[Listed entries Boundary: Start]

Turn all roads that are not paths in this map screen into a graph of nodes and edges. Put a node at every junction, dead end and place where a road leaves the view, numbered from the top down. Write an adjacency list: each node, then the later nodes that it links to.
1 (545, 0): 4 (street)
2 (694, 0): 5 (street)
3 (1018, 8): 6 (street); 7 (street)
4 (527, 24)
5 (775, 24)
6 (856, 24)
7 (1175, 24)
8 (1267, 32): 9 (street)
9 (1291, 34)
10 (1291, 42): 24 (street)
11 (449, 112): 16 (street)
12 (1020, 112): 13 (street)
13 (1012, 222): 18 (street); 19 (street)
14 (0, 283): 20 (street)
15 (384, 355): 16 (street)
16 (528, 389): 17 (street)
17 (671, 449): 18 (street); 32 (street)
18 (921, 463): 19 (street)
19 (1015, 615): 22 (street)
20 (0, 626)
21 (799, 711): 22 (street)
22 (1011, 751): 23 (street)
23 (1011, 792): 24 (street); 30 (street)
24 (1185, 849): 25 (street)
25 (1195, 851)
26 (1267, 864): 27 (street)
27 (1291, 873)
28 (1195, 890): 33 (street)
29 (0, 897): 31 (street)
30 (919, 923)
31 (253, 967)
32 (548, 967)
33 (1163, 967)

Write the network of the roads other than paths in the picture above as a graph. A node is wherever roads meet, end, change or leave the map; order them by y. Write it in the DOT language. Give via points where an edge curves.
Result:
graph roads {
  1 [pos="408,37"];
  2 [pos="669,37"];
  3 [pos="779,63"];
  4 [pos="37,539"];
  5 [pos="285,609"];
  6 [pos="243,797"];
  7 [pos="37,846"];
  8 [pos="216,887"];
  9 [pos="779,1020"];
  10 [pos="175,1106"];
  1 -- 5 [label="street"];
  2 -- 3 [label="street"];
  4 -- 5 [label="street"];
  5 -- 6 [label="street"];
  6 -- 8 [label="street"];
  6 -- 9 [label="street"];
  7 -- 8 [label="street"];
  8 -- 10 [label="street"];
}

[Listed entries Boundary: End]

**Directions**
Repeat, word for word, every line from the line that contains "Write the network" to the end of the entries; include both of those lines and no others.

**Written response**
Write the network of the roads other than paths in the picture above as a graph. A node is wherever roads meet, end, change or leave the map; order them by y. Write it in the DOT language. Give via points where an edge curves.
Result:
graph roads {
  1 [pos="408,37"];
  2 [pos="669,37"];
  3 [pos="779,63"];
  4 [pos="37,539"];
  5 [pos="285,609"];
  6 [pos="243,797"];
  7 [pos="37,846"];
  8 [pos="216,887"];
  9 [pos="779,1020"];
  10 [pos="175,1106"];
  1 -- 5 [label="street"];
  2 -- 3 [label="street"];
  4 -- 5 [label="street"];
  5 -- 6 [label="street"];
  6 -- 8 [label="street"];
  6 -- 9 [label="street"];
  7 -- 8 [label="street"];
  8 -- 10 [label="street"];
}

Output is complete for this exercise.